In a well documented blog entry, [Loren Bufanu] presents a project that lit up a glass dance floor covering a swimming pool with RGB strips. We mentioned a video of his project in a Hackaday links but didn’t have any background information. Now we do.

boards in boxThe project took around 450 meters of RGB strips controlled by two Rainbowduinos and driven by sixty-four power Mosfets, sixty-four bipolar transistors, and a few other components. Producing white light from the LEDs draws 8 amps from the power supply.

The Rainbowduino is an ATmega328 Arduino compatible board with two MY9221 controllers. Each  controller handles 12 channels of Adaptive Pulse Density Modulation. In other words, it makes the LEDs flash nicely. [Loren] used the Rainbowduino instead of some alternatives because multiple R’duinos can coordinate their activities over I2C.
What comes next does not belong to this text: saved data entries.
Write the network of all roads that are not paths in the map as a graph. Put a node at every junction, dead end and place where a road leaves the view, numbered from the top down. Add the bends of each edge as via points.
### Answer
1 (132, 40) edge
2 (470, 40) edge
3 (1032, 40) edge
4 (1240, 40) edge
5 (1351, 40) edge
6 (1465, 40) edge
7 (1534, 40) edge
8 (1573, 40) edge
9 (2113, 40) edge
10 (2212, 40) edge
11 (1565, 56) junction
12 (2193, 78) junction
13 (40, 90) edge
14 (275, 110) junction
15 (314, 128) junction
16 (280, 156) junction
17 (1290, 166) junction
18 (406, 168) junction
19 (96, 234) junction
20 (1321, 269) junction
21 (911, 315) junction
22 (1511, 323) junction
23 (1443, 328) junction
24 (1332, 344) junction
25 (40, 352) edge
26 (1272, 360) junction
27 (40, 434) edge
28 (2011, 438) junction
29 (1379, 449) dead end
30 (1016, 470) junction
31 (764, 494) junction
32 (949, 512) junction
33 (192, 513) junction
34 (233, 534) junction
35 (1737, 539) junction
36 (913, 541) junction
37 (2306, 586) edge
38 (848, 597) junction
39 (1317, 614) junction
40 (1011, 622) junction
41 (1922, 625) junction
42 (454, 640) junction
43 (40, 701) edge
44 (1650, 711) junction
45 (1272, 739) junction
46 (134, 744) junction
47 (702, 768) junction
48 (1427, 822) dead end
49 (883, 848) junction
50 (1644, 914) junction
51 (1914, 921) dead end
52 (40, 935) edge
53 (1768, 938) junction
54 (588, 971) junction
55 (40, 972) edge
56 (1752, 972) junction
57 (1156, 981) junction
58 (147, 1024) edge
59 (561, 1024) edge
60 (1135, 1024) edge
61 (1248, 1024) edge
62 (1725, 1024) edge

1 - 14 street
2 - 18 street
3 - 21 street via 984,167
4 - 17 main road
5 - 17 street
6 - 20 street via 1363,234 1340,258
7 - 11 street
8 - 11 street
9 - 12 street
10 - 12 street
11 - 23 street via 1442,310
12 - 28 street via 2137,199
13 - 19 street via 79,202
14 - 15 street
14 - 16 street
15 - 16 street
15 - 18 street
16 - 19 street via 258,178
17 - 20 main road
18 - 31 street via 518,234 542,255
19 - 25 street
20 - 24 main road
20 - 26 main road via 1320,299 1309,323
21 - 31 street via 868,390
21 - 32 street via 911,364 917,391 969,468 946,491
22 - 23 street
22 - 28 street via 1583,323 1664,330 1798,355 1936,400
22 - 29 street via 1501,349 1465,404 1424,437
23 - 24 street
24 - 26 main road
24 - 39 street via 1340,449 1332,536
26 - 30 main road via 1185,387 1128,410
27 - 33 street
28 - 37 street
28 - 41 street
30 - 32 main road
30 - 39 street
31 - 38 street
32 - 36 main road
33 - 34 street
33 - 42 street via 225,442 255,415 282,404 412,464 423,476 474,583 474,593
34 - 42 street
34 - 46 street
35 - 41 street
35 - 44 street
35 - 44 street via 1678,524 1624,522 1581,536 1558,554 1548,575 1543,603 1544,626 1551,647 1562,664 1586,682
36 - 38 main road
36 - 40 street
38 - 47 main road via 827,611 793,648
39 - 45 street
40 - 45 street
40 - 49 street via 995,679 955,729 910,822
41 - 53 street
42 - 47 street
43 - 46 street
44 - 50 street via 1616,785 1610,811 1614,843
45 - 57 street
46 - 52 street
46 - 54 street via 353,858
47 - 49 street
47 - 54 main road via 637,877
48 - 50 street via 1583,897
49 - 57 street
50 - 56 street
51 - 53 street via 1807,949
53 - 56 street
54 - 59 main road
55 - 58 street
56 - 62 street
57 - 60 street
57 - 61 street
The software part of the project did not work as well as the hardware. The light patterns were supposed to follow the music being played. A PC software package intended to drive the R’duinos produced just a muddy mess. Some kludges, including screen captures (!), driven by a batch file tamed the unruliness.

It’s been awhile, but a similar disco dance floor, built by [Chris Williamson] but not over a pool, previously caught our attention. [Chris] is a principle in Terror Tech that recently got a mention on Sparkfun.

The video after the break fortunately does not make a big splash, but is still electrifying.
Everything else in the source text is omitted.